GIVEN RECORDS section start
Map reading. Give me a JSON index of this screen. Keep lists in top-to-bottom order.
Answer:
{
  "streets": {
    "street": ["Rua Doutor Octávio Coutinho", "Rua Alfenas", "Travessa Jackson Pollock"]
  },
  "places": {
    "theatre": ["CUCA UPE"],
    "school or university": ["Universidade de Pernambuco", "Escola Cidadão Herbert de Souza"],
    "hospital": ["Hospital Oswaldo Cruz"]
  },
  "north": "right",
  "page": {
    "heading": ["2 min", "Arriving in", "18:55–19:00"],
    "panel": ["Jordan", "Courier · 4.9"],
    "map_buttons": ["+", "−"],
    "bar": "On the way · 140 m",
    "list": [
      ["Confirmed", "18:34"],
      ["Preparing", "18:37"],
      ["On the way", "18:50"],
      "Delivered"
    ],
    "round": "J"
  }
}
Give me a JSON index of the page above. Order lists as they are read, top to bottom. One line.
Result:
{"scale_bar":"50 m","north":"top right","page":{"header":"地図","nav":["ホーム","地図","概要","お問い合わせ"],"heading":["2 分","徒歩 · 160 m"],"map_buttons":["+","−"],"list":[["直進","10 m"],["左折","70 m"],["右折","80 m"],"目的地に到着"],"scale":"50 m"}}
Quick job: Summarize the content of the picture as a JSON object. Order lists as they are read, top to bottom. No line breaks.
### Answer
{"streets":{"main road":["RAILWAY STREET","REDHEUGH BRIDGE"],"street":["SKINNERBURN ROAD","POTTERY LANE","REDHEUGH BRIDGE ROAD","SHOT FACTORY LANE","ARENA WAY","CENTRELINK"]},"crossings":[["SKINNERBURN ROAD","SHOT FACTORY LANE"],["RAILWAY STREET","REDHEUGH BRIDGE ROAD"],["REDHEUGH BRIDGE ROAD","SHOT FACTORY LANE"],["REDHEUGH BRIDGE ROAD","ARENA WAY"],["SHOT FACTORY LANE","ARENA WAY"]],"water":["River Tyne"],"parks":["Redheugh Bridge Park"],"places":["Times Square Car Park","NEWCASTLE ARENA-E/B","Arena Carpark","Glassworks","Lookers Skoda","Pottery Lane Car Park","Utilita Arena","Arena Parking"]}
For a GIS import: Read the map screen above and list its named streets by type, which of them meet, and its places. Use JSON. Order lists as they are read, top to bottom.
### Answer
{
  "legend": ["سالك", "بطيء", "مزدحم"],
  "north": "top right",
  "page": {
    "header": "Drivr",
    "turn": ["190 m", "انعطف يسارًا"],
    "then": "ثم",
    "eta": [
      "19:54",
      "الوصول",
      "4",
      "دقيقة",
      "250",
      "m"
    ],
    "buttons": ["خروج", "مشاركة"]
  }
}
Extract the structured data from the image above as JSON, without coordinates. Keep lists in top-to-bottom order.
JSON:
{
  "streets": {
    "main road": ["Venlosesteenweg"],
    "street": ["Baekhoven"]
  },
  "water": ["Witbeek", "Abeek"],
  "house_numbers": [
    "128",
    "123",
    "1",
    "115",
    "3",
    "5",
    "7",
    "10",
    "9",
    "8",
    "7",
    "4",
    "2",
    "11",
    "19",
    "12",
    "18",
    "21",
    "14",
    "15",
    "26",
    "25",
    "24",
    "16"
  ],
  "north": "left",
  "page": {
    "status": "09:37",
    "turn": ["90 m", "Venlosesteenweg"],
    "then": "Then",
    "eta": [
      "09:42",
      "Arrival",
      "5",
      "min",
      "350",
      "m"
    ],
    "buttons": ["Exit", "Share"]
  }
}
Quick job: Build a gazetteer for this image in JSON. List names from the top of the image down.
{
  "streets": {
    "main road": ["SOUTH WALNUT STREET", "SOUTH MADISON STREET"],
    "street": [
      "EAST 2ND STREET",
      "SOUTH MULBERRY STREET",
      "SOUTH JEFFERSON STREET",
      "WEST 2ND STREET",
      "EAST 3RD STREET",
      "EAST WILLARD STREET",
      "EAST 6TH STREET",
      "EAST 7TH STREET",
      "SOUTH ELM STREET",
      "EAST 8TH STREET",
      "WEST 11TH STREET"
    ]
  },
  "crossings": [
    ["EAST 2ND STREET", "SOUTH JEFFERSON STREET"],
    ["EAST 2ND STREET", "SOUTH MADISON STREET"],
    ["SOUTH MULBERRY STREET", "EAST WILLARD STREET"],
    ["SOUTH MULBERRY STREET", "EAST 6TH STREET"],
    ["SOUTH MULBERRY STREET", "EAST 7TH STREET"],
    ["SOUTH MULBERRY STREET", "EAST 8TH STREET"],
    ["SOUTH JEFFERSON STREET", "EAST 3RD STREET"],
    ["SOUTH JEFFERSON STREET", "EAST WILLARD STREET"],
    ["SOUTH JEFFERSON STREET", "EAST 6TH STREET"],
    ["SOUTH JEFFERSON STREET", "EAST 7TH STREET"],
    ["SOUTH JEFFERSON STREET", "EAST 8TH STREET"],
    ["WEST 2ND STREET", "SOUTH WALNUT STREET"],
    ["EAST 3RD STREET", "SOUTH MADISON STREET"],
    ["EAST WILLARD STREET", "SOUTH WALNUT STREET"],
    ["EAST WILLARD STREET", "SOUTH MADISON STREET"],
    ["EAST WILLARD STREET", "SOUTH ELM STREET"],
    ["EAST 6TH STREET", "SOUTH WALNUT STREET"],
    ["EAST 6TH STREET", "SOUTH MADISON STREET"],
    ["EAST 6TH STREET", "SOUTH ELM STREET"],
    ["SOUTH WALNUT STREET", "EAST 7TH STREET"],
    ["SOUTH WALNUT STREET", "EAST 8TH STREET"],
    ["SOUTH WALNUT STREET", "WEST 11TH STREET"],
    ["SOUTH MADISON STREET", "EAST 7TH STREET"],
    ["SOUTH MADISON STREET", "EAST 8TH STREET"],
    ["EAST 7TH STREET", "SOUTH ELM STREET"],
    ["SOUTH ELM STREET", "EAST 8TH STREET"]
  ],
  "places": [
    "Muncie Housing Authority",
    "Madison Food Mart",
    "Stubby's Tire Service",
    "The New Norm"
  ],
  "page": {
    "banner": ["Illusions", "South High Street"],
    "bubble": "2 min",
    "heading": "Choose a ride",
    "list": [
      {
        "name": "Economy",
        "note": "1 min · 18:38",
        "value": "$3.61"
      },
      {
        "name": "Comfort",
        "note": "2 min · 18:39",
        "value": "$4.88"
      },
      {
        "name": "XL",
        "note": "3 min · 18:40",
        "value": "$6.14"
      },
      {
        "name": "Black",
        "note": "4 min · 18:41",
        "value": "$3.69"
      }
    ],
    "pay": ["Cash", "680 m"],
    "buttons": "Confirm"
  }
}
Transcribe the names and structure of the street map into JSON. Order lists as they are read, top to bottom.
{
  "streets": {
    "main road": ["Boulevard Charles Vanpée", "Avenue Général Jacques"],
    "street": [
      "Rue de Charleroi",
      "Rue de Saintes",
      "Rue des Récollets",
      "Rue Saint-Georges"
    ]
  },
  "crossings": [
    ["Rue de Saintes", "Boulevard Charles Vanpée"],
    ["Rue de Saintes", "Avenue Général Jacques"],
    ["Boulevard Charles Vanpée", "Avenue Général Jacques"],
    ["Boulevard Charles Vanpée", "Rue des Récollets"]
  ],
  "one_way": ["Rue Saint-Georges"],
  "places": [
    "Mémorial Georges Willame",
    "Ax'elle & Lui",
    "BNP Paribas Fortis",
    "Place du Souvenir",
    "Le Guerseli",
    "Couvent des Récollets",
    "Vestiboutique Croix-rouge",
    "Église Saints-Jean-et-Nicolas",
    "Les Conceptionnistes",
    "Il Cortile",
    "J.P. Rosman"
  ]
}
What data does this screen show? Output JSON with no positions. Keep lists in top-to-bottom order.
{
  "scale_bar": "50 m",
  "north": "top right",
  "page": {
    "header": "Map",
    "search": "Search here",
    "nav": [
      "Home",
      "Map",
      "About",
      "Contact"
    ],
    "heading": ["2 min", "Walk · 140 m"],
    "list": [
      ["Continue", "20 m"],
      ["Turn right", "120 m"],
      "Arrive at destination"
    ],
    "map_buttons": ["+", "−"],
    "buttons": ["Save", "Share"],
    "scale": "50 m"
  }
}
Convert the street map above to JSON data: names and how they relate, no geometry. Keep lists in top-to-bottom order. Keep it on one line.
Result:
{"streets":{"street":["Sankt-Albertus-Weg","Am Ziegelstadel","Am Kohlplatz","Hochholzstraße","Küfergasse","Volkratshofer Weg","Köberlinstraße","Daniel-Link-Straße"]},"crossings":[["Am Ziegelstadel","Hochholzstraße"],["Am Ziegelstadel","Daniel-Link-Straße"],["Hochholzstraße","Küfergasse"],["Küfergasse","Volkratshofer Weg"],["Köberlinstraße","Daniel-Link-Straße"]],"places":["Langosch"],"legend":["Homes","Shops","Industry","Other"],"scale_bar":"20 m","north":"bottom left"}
GIVEN RECORDS section end
Would you print the line containing "What data does" and every line after it up to the end of the listing above, exactly, and nothing else?

What data does this screen show? Output JSON with no positions. Keep lists in top-to-bottom order.
{
  "scale_bar": "50 m",
  "north": "top right",
  "page": {
    "header": "Map",
    "search": "Search here",
    "nav": [
      "Home",
      "Map",
      "About",
      "Contact"
    ],
    "heading": ["2 min", "Walk · 140 m"],
    "list": [
      ["Continue", "20 m"],
      ["Turn right", "120 m"],
      "Arrive at destination"
    ],
    "map_buttons": ["+", "−"],
    "buttons": ["Save", "Share"],
    "scale": "50 m"
  }
}
Convert the street map above to JSON data: names and how they relate, no geometry. Keep lists in top-to-bottom order. Keep it on one line.
Result:
{"streets":{"street":["Sankt-Albertus-Weg","Am Ziegelstadel","Am Kohlplatz","Hochholzstraße","Küfergasse","Volkratshofer Weg","Köberlinstraße","Daniel-Link-Straße"]},"crossings":[["Am Ziegelstadel","Hochholzstraße"],["Am Ziegelstadel","Daniel-Link-Straße"],["Hochholzstraße","Küfergasse"],["Küfergasse","Volkratshofer Weg"],["Köberlinstraße","Daniel-Link-Straße"]],"places":["Langosch"],"legend":["Homes","Shops","Industry","Other"],"scale_bar":"20 m","north":"bottom left"}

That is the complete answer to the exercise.